_Assignment_
Any picture in the data below should be skipped, while every line is repeated exactly.

--- START ---

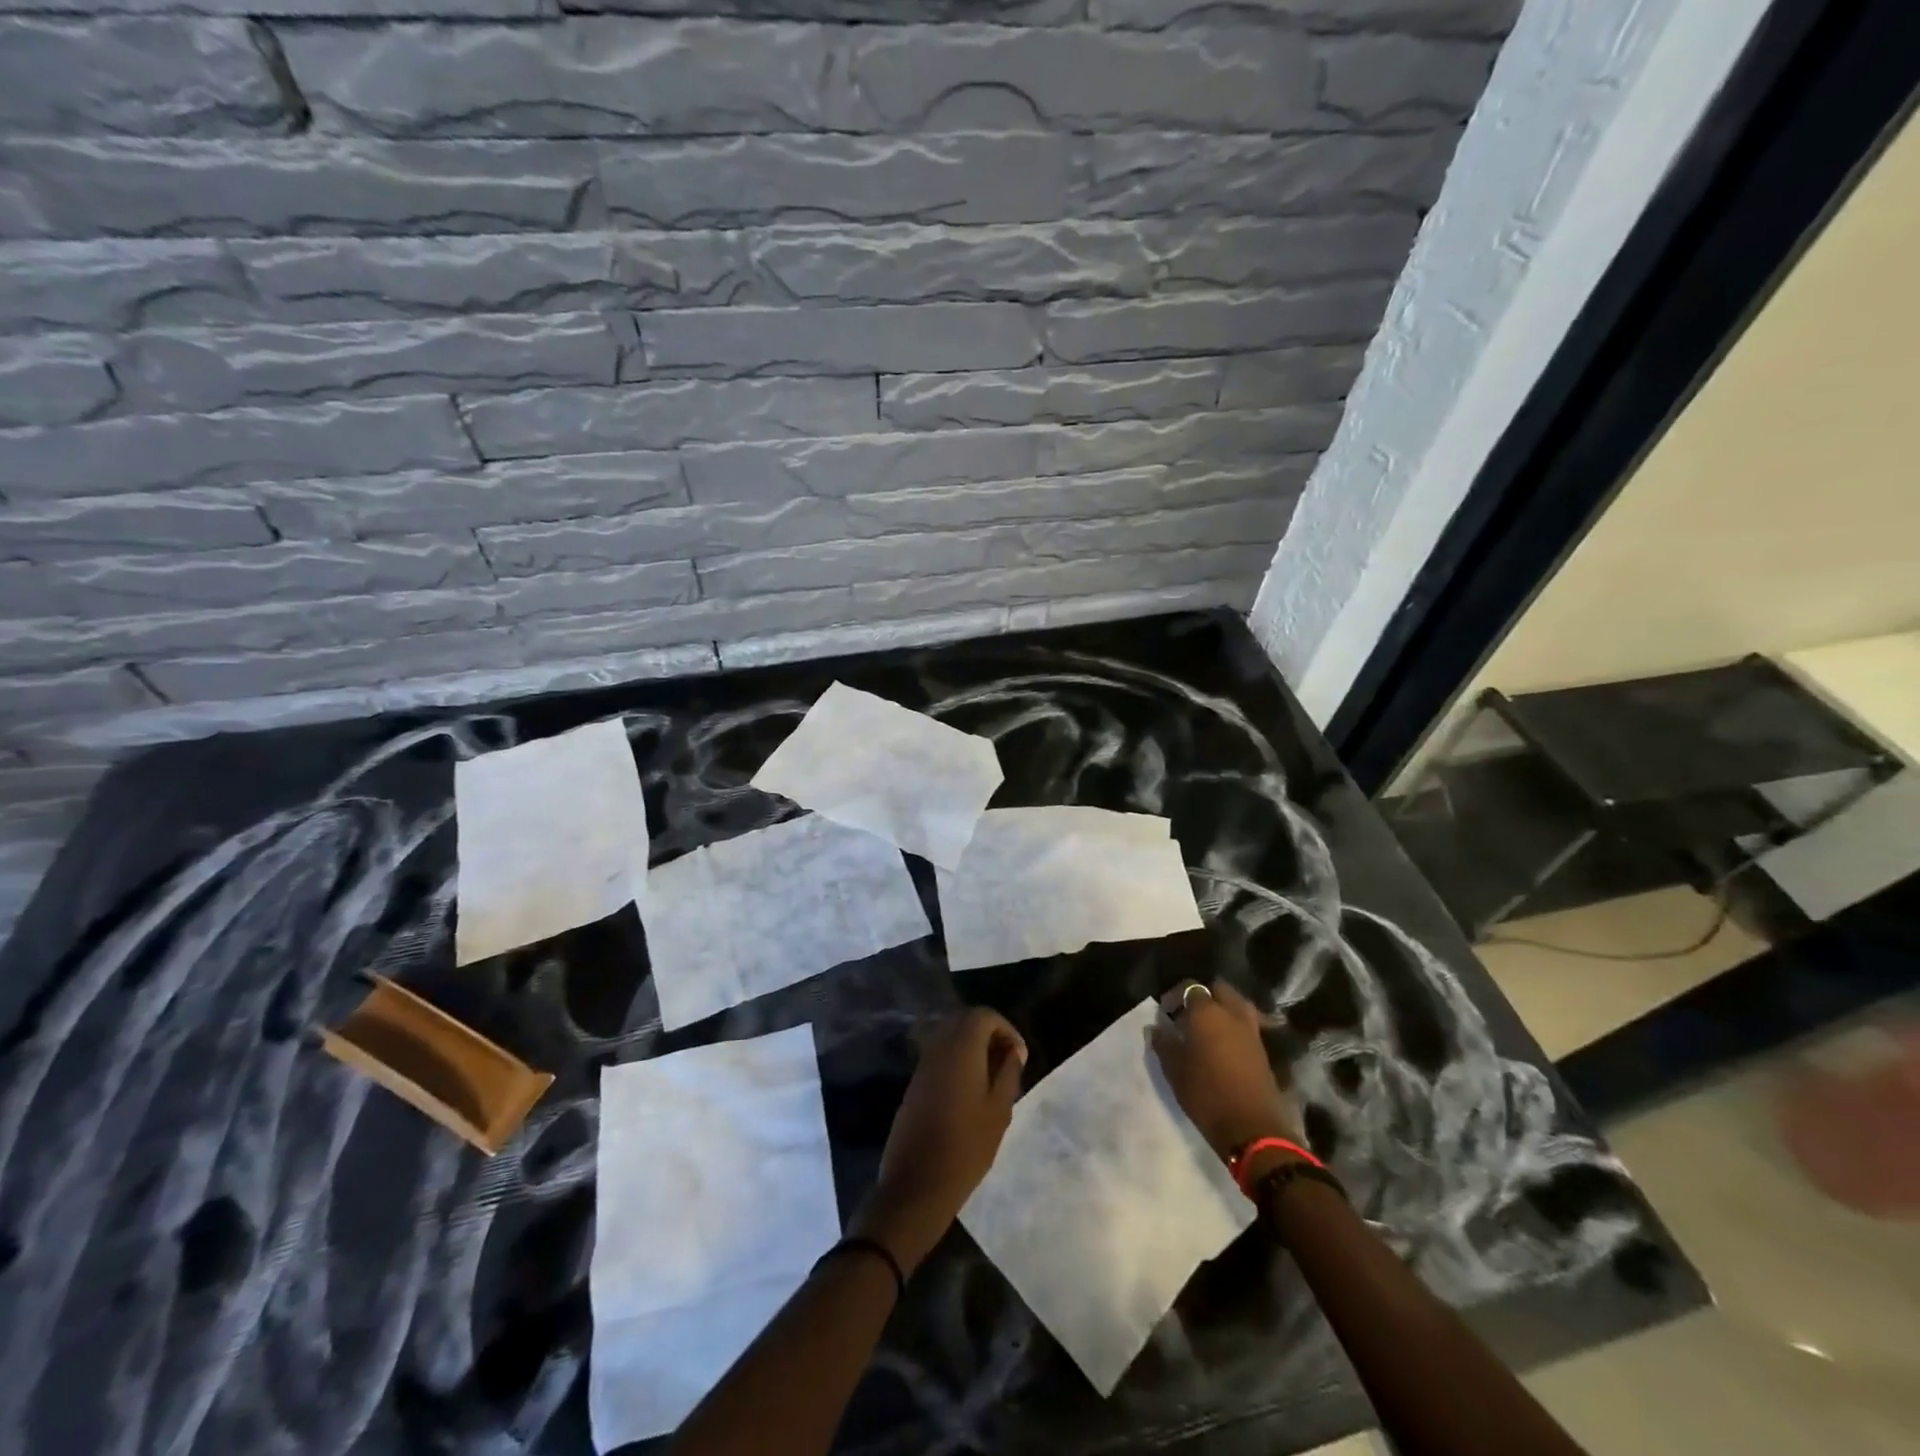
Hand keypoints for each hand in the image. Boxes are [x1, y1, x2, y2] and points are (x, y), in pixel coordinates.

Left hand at [854, 1008, 1026, 1272]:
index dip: (1006, 1029)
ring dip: (973, 1048)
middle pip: (965, 1021)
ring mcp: (923, 1064)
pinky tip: (971, 1091)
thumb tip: (1013, 1051)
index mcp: (960, 1048)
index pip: (983, 1015)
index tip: (1019, 1057)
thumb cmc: (966, 1147)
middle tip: (1008, 1063)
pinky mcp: (915, 1082)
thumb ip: (1008, 1073)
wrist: (916, 1183)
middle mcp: (938, 1047)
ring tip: (993, 1079)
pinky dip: (958, 1061)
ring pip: (951, 1038)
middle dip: (989, 1034)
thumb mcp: (999, 1111)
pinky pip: (940, 1056)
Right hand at [1151, 981, 1305, 1164]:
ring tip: (1208, 1029)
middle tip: (1188, 1016)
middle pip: (1219, 989)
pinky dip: (1235, 1026)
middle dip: (1204, 997)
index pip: (1190, 987)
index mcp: (1207, 1012)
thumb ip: (1163, 1043)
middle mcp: (1232, 1014)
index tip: (1165, 1012)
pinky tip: (1223, 1045)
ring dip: (1223, 1010)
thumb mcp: (1175, 1070)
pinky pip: (1247, 1025)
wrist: (1253, 1129)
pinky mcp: (1263, 1049)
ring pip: (1237, 1005)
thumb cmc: (1206, 1094)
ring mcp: (1252, 1030)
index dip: (1175, 996)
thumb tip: (1155, 1027)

--- END ---

_Answer section_
Hand keypoints for each hand in the image. Boxes are [x1, y1, x2, y2] and points are (x, y), in pixel coordinates.

Left hand at [854, 1008, 1026, 1272]:
index dip: (1006, 1029)
ring dip: (973, 1048)
middle pip: (965, 1021)
ring mcp: (923, 1064)
pinky tip: (971, 1091)
thumb tip: (1013, 1051)
index mcp: (960, 1048)
index pip: (983, 1015)
index tip: (1019, 1057)
thumb cmc: (966, 1147)
middle tip: (1008, 1063)
pinky mcp: (915, 1082)
thumb ip: (1008, 1073)
wrist: (916, 1183)
middle mcp: (938, 1047)
ring tip: (993, 1079)
pinky dip: (958, 1061)
ring pip: (951, 1038)
middle dip: (989, 1034)
thumb mcp: (999, 1111)
pinky pip: (940, 1056)
Right hand at [1151, 981, 1305, 1164]:
ring tip: (1208, 1029)
middle tip: (1188, 1016)
middle pip: (1219, 989)
pinky dip: (1235, 1026)
middle dip: (1204, 997)
index pip: (1190, 987)
index mcp: (1207, 1012)
thumb ip: (1163, 1043)
middle mcp: (1232, 1014)
index tip: (1165, 1012)
pinky tip: (1223, 1045)
ring dip: (1223, 1010)
thumb mcp: (1175, 1070)
pinky pip: (1247, 1025)
wrist: (1253, 1129)
pinky mcp: (1263, 1049)
ring pip: (1237, 1005)
thumb cmc: (1206, 1094)
ring mcp: (1252, 1030)
index dip: (1175, 996)
thumb tip: (1155, 1027)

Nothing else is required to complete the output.